Coaching career (HC unless noted)

Football
- 1923: Mansfield
- 1924–1925: Shippensburg
- 1927–1928: Shippensburg

Basketball
- 1923–1924: Mansfield
- 1927–1929: Shippensburg

Head coaching record
- Overall: 24–15–2 (football)

Accomplishments and honors

Awards
- All-American (1922)

= Newsh Bentz =

American college football player and coach (1897–1967)

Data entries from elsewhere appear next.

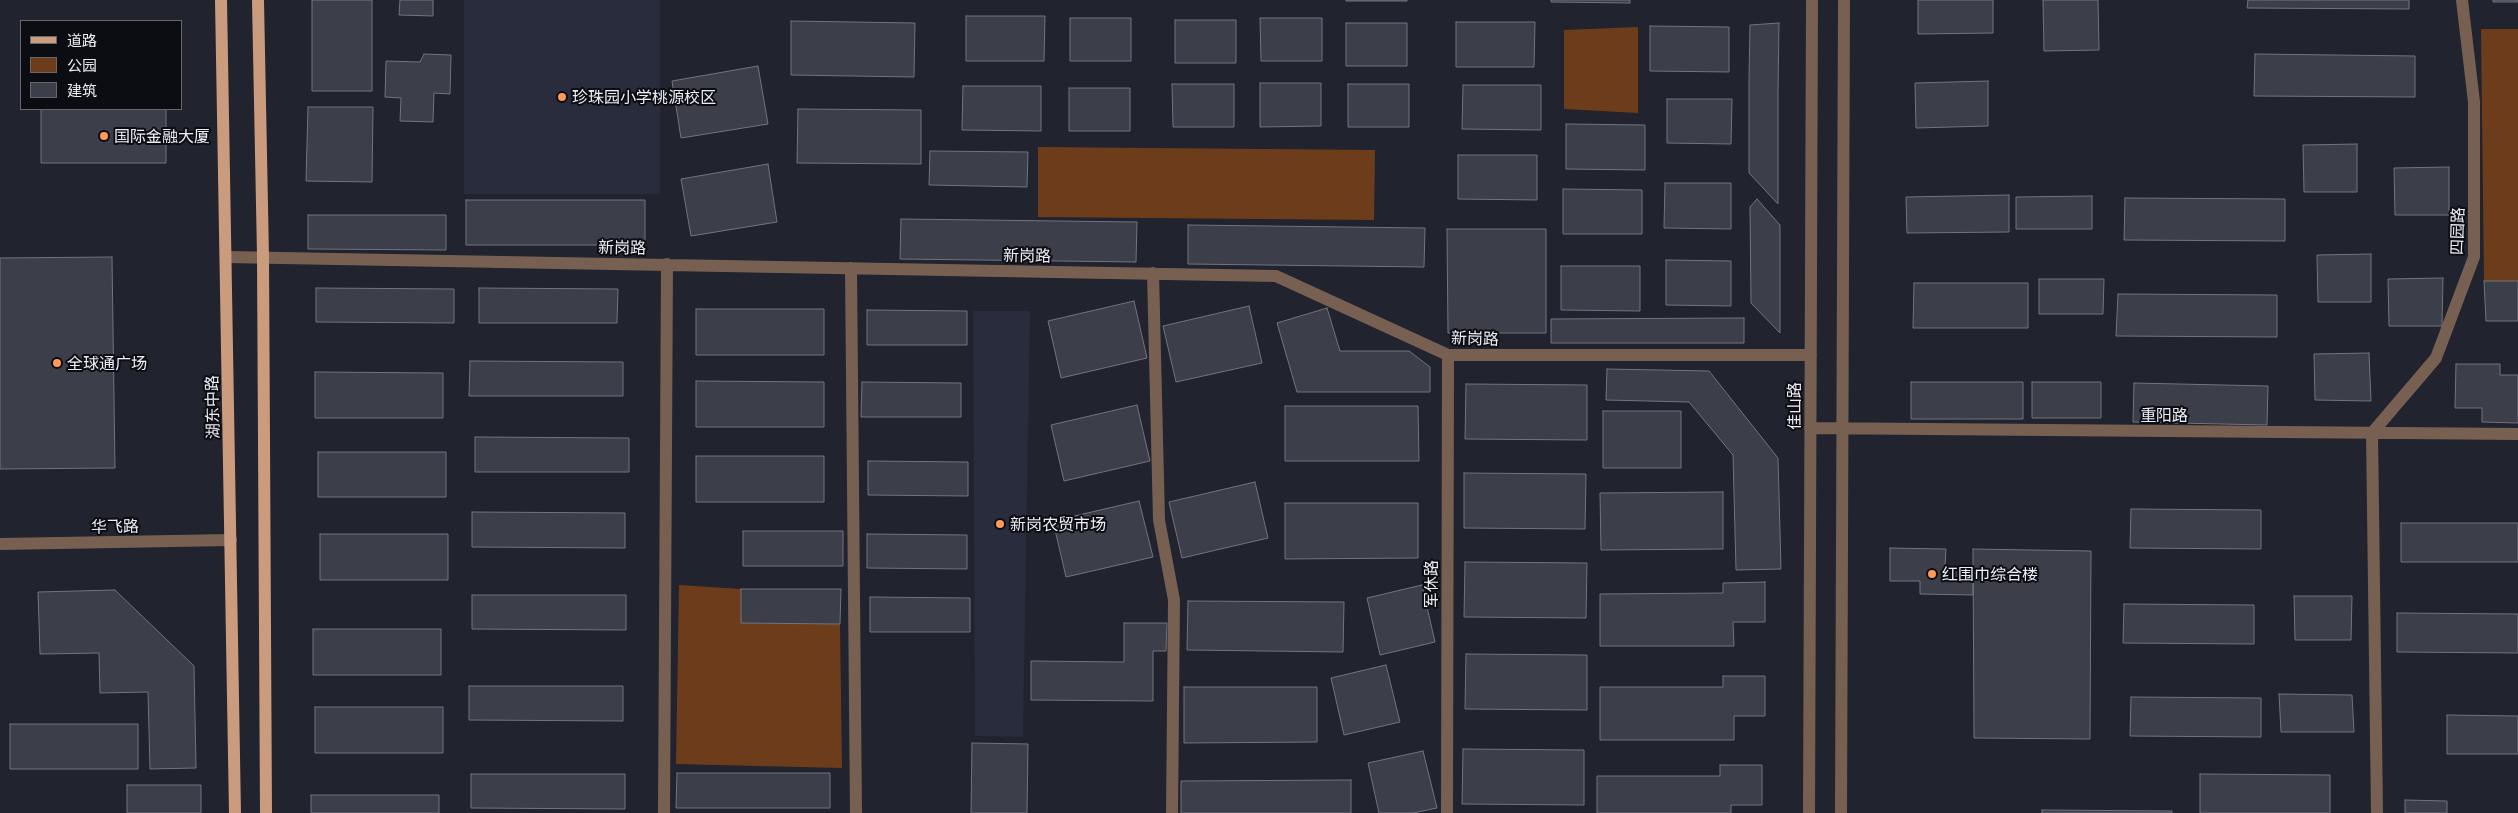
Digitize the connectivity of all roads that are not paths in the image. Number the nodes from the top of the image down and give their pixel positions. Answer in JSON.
{"nodes":[{"id":1,"x":221,"y":0,"type":"edge"},
{"id":2,"x":258,"y":0,"type":"edge"},
{"id":3,"x":1812,"y":0,"type":"edge"},
{"id":4,"x":1844,"y":0,"type":"edge"},
{"id":5,"x":2462,"y":0,"type":"edge"},
{"id":6,"x":226,"y":257,"type":"junction"},
{"id":7,"x":263,"y":257,"type":"junction"},
{"id":8,"x":667,"y":264,"type":"junction"},
{"id":9,"x":851,"y":268,"type":"junction"},
{"id":10,"x":1154,"y":274,"type":"junction"},
{"id":11,"x":1448,"y":355,"type":"junction"},
{"id":12,"x":1811,"y":355,"type":"junction"},
{"id":13,"x":1810,"y":428,"type":"junction"},
{"id":14,"x":1843,"y":429,"type":"junction"},
{"id":15,"x":2372,"y":433,"type":"junction"},
{"id":16,"x":2518,"y":434,"type":"edge"},
{"id":17,"x":231,"y":540,"type":"junction"},
{"id":18,"x":0,"y":544,"type":"edge"},
{"id":19,"x":235,"y":813,"type":"edge"},
{"id":20,"x":266,"y":813,"type":"edge"},
{"id":21,"x":664,"y":813,"type":"edge"},
{"id":22,"x":856,"y":813,"type":"edge"},
{"id":23,"x":1172,"y":813,"type":"edge"},
{"id":24,"x":1447,"y":813,"type":"edge"},
{"id":25,"x":1809,"y":813,"type":"edge"},
{"id":26,"x":1841,"y":813,"type":"edge"},
{"id":27,"x":2377,"y":813,"type":"edge"}],
"edges":[{"from":1,"to":6,"type":"main road","name":"湖东中路"},
{"from":2,"to":7,"type":"main road"},
{"from":3,"to":12,"type":"street","name":"佳山路"},
{"from":4,"to":14,"type":"street"},
{"from":5,"to":15,"type":"street","name":"四园路"},
{"from":6,"to":7,"type":"street","name":"新岗路"},
{"from":6,"to":17,"type":"main road","name":"湖东中路"},
{"from":7,"to":8,"type":"street","name":"新岗路"},
{"from":7,"to":20,"type":"main road"},
{"from":8,"to":9,"type":"street","name":"新岗路"},
{"from":8,"to":21,"type":"street"},
{"from":9,"to":10,"type":"street","name":"新岗路"},
{"from":9,"to":22,"type":"street"},
{"from":10,"to":11,"type":"street","name":"新岗路"},
{"from":10,"to":23,"type":"street"},
{"from":11,"to":12,"type":"street","name":"新岗路"},
{"from":11,"to":24,"type":"street","name":"军休路"},
{"from":12,"to":13,"type":"street","name":"佳山路"},
{"from":13,"to":14,"type":"street","name":"重阳路"},
{"from":13,"to":25,"type":"street","name":"佳山路"},
{"from":14,"to":15,"type":"street","name":"重阳路"},
{"from":14,"to":26,"type":"street"},
{"from":15,"to":16,"type":"street","name":"重阳路"},
{"from":15,"to":27,"type":"street"},
{"from":17,"to":18,"type":"street","name":"华飞路"},
{"from":17,"to":19,"type":"main road","name":"湖东中路"}]}
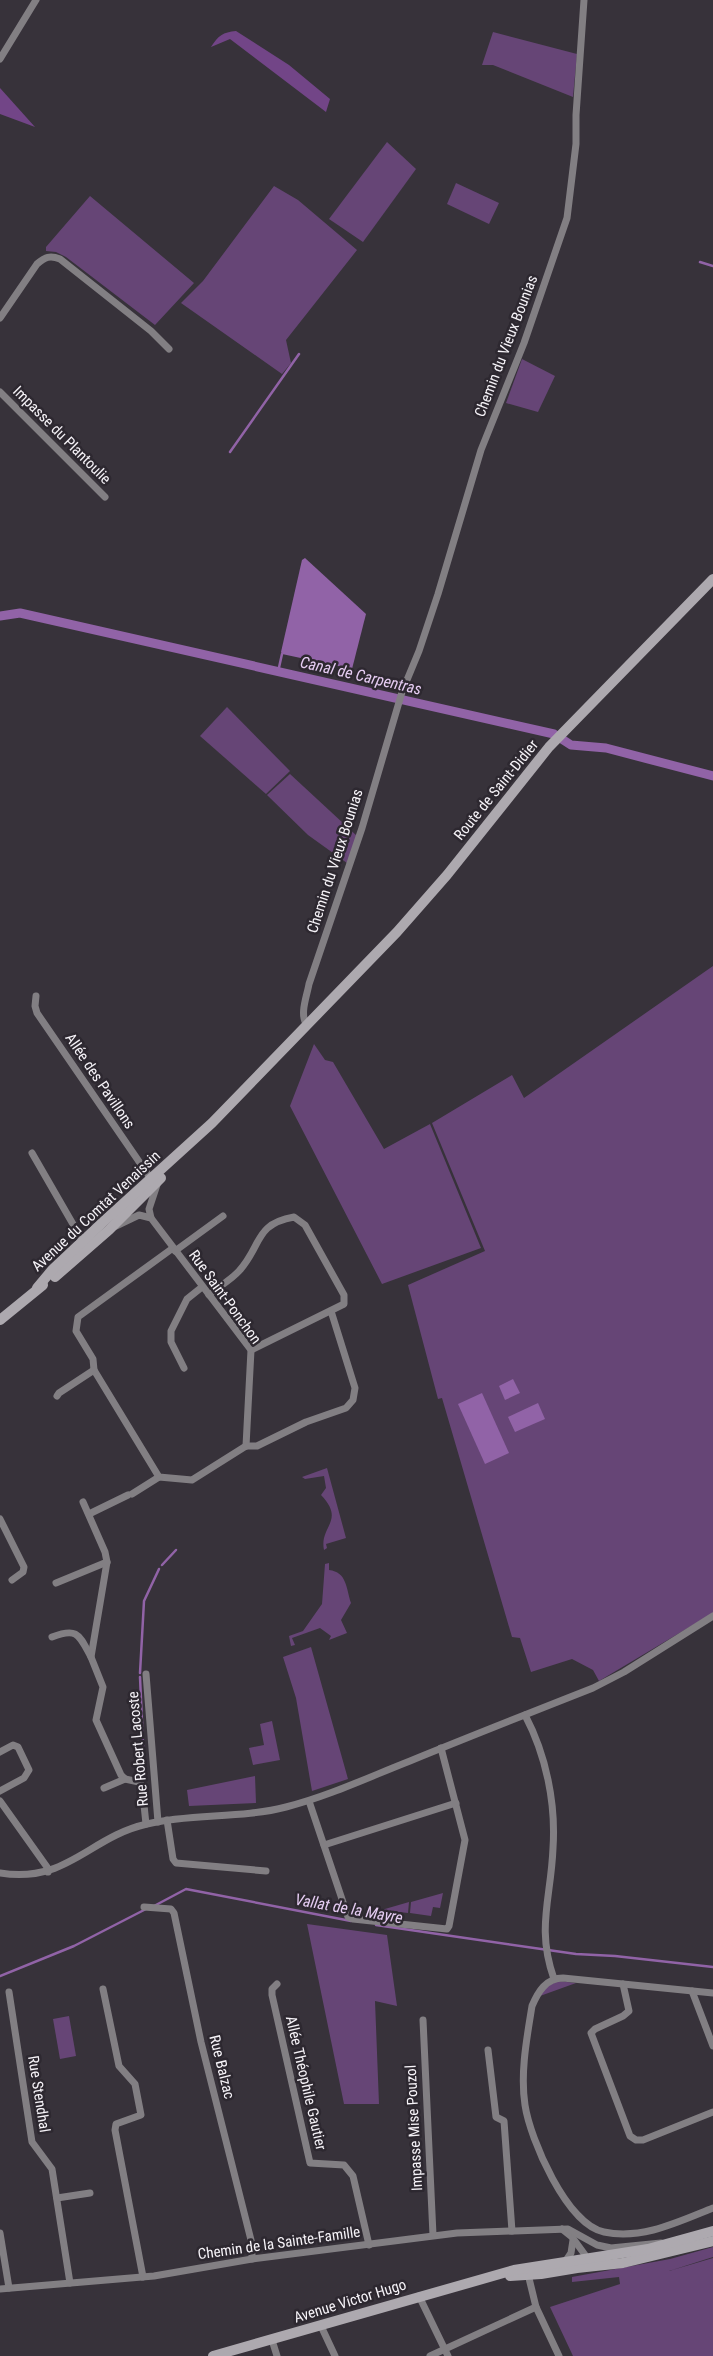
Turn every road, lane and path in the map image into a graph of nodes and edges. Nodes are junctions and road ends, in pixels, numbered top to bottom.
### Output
1 (36, 0) edge
2 (584, 0) edge
3 (0, 59) edge
4 (0, 318) edge
5 (169, 349) dead end
6 (0, 392) edge
7 (105, 497) dead end
8 (713, 579) edge
9 (36, 996) dead end
10 (307, 1025) junction
11 (32, 1153) dead end
12 (151, 1182) junction
13 (139, 1202) junction
14 (116, 1210) junction
15 (149, 1214) junction
16 (223, 1216) dead end
17 (110, 1230) junction
18 (85, 1245) junction
19 (174, 1249) junction
20 (202, 1287) junction
21 (209, 1295) junction
22 (331, 1311) junction
23 (0, 1320) edge
24 (251, 1350) junction
25 (184, 1368) dead end
26 (94, 1370) junction
27 (57, 1396) dead end
28 (246, 1446) junction
29 (159, 1477) junction
30 (83, 1502) dead end
31 (89, 1514) junction
32 (0, 1519) edge
33 (108, 1562) junction
34 (12, 1580) dead end
35 (56, 1583) dead end
36 (713, 1616) edge
37 (52, 1637) dead end
38 (91, 1657) junction
39 (146, 1674) dead end
40 (525, 1715) junction
41 (441, 1748) junction
42 (0, 1752) edge
43 (126, 1779) junction
44 (104, 1788) dead end
45 (0, 1791) edge
46 (0, 1801) edge
47 (309, 1801) junction
48 (456, 1803) junction
49 (167, 1820) junction
50 (158, 1822) junction
51 (146, 1824) junction
52 (324, 1845) junction
53 (266, 1871) dead end
54 (48, 1872) junction
55 (0, 1873) edge
56 (144, 1906) dead end
57 (554, 1979) junction
58 (277, 1984) dead end
59 (623, 1984) junction
60 (103, 1990) dead end
61 (692, 1991) junction
62 (9, 1992) dead end
63 (713, 1993) edge
64 (423, 2020) dead end
65 (713, 2046) edge
66 (488, 2050) dead end
67 (713, 2112) edge
68 (90, 2193) dead end
69 (57, 2198) junction
70 (713, 2208) edge
71 (561, 2229) junction
72 (512, 2230) junction
73 (713, 2231) edge
74 (0, 2233) edge
75 (433, 2235) junction
76 (572, 2237) junction
77 (583, 2239) junction
78 (713, 2240) edge
79 (676, 2243) junction
80 (369, 2245) junction
81 (252, 2259) junction
82 (565, 2262) junction
83 (588, 2263) junction
84 (527, 2271) junction
85 (143, 2277) junction
86 (70, 2283) junction
87 (8, 2288) junction
88 (0, 2289) edge
89 (419, 2296) junction
90 (536, 2307) junction
91 (321, 2326) junction
92 (272, 2340) junction
93 (445, 2349) junction
94 (213, 2356) edge
95 (277, 2356) edge
96 (335, 2356) edge
97 (430, 2356) edge
98 (448, 2356) edge
99 (559, 2356) edge

1 - 3 street
2 - 10 street, Chemin du Vieux Bounias
4 - 5 street
6 - 7 street, Impasse du Plantoulie
8 - 10 main road, Route de Saint-Didier
9 - 12 street, Allée des Pavillons
10 - 12 main road, Avenue du Comtat Venaissin
11 - 18 street
12 - 13 main road, Avenue du Comtat Venaissin
12 - 13 street
12 - 14 main road, Avenue du Comtat Venaissin
12 - 15 street
13 - 14 street
13 - 15 street
13 - 17 main road, Avenue du Comtat Venaissin
14 - 18 main road, Avenue du Comtat Venaissin
15 - 17 street
15 - 19 street, Rue Saint-Ponchon
16 - 19 street
17 - 18 main road, Avenue du Comtat Venaissin
18 - 23 main road, Avenue du Comtat Venaissin
19 - 20 street, Rue Saint-Ponchon
19 - 26 street
20 - 21 street, Rue Saint-Ponchon
20 - 25 street
21 - 22 street
21 - 24 street, Rue Saint-Ponchon
22 - 24 street
22 - 28 street
24 - 28 street, Rue Saint-Ponchon
26 - 27 street
26 - 29 street
28 - 29 street
29 - 31 street
30 - 31 street
31 - 33 street
32 - 34 street
33 - 35 street
33 - 38 street
36 - 40 street
37 - 38 street
38 - 43 street
39 - 50 street, Rue Robert Lacoste
40 - 41 street
40 - 57 street
41 - 47 street
41 - 48 street
42 - 45 street
43 - 44 street
43 - 51 street
46 - 54 street
47 - 49 street
47 - 52 street
48 - 52 street
48 - 52 street
49 - 50 street
49 - 53 street
50 - 51 street
51 - 54 street
54 - 55 street
56 - 81 street, Rue Balzac
57 - 59 street
57 - 70 street
58 - 80 street, Allée Théophile Gautier
59 - 61 street
59 - 67 street
60 - 85 street
61 - 63 street
61 - 65 street
62 - 69 street, Rue Stendhal
64 - 75 street, Impasse Mise Pouzol
66 - 72 street
68 - 69 street
69 - 86 street, Rue Stendhal
71 - 72 street, Chemin de la Sainte-Famille
71 - 76 street
71 - 77 street
72 - 75 street, Chemin de la Sainte-Famille
73 - 79 main road
74 - 87 street
75 - 80 street, Chemin de la Sainte-Famille
76 - 82 street
76 - 83 street
77 - 79 street
77 - 83 street
78 - 83 main road
79 - 83 main road
80 - 81 street, Chemin de la Sainte-Famille
81 - 85 street, Chemin de la Sainte-Famille
82 - 83 main road
82 - 84 main road
83 - 84 main road
84 - 89 main road, Avenue Victor Hugo
84 - 90 street
85 - 86 street, Chemin de la Sainte-Famille
86 - 87 street, Chemin de la Sainte-Famille
87 - 88 street, Chemin de la Sainte-Famille
89 - 91 main road, Avenue Victor Hugo
89 - 93 street
90 - 93 street
90 - 99 street
91 - 92 main road, Avenue Victor Hugo
91 - 96 street
92 - 94 main road, Avenue Victor Hugo
92 - 95 street
93 - 97 street
93 - 98 street

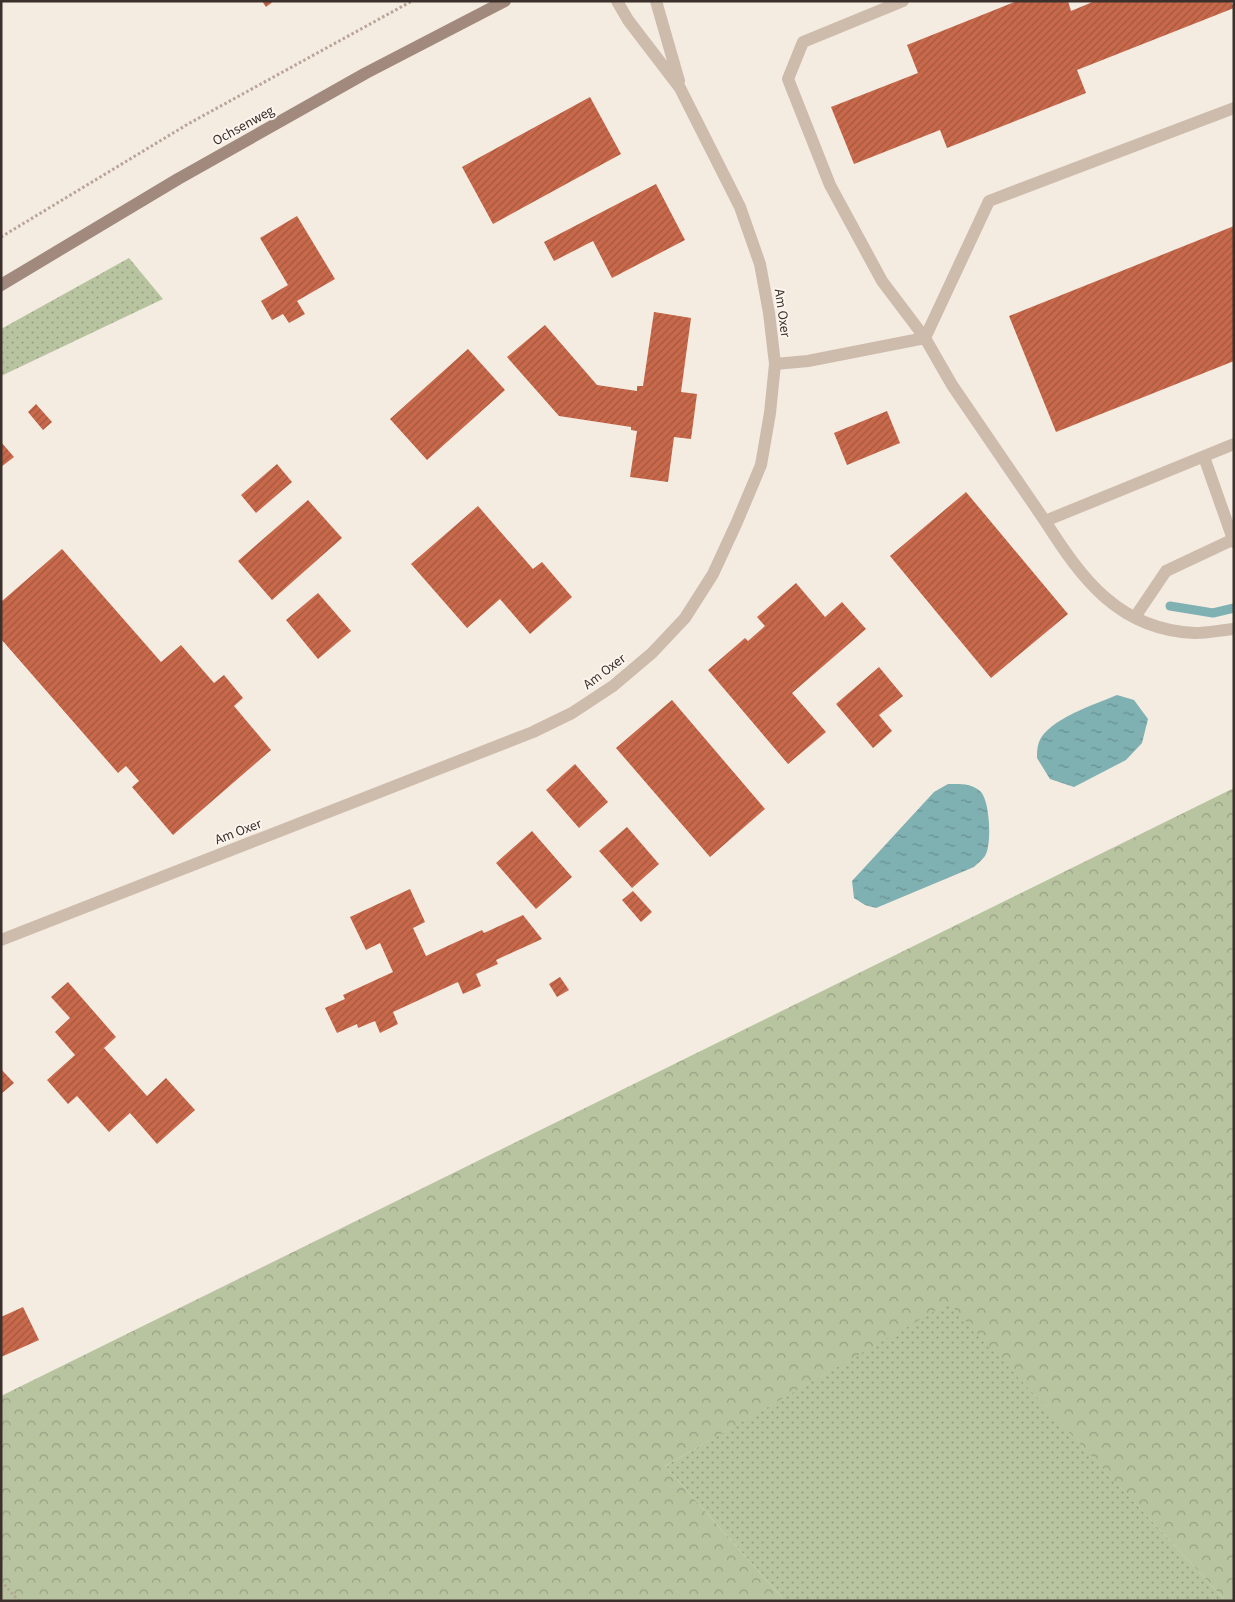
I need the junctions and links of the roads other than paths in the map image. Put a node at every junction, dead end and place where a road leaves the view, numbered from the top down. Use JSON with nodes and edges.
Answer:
{"nodes":[{"id":1,"x":506,"y":1,"type":"edge"},
{"id":2,"x":617,"y":1,"type":"edge"},
{"id":3,"x":656,"y":1,"type":"edge"},
{"id":4,"x":902,"y":1,"type":"edge"},
{"id":5,"x":680,"y":88,"type":"junction"},
{"id":6,"x":1234,"y":108,"type":"edge"},
{"id":7,"x":1,"y":285,"type":"edge"},
{"id":8,"x":925,"y":338,"type":"junction"},
{"id":9,"x":775,"y":364,"type":"junction"},
{"id":10,"x":1234,"y":444,"type":"edge"},
{"id":11,"x":1204,"y":456,"type":"junction"},
{"id":12,"x":1044,"y":521,"type":"junction"},
{"id":13,"x":1233,"y":540,"type":"edge"},
{"id":14,"x":1135,"y":617,"type":"junction"},
{"id":15,"x":1234,"y":629,"type":"edge"},
{"id":16,"x":1,"y":940,"type":"edge"}],
"edges":[{"from":1,"to":7,"type":"main road","name":"Ochsenweg"},
{"from":2,"to":5,"type":"street","name":"Am Oxer"},
{"from":3,"to":5,"type":"street","name":"Am Oxer"},
{"from":4,"to":8,"type":"street"},
{"from":5,"to":9,"type":"street","name":"Am Oxer"},
{"from":6,"to":8,"type":"street"},
{"from":8,"to":9,"type":"street"},
{"from":8,"to":12,"type":"street"},
{"from":9,"to":16,"type":"street","name":"Am Oxer"},
{"from":10,"to":11,"type":"street"},
{"from":11,"to":12,"type":"street"},
{"from":11,"to":13,"type":"street"},
{"from":12,"to":14,"type":"street"},
{"from":13,"to":14,"type":"street"},
{"from":14,"to":15,"type":"street"}]}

Harry Newsham "Newsh" Bentz (March 8, 1897 – August 19, 1967) was an American college football player and coach. He was the starting center and team captain for the 1922 Penn State Nittany Lions football team, and earned a selection on the 1922 College Football All-America Team. Bentz served as the head football coach at the Mansfield Normal School (now known as Mansfield University of Pennsylvania) in 1923 and State Teachers College at Shippensburg (now known as Shippensburg University of Pennsylvania) from 1924 to 1925 and 1927 to 1928, compiling a career head coaching record of 24–15–2.

Bentz was born on March 8, 1897, to Martin S. and Elsie Potts Bentz. After his coaching career, he was a businessman and civic leader in Allentown, Pennsylvania. He died on August 19, 1967, in Allentown.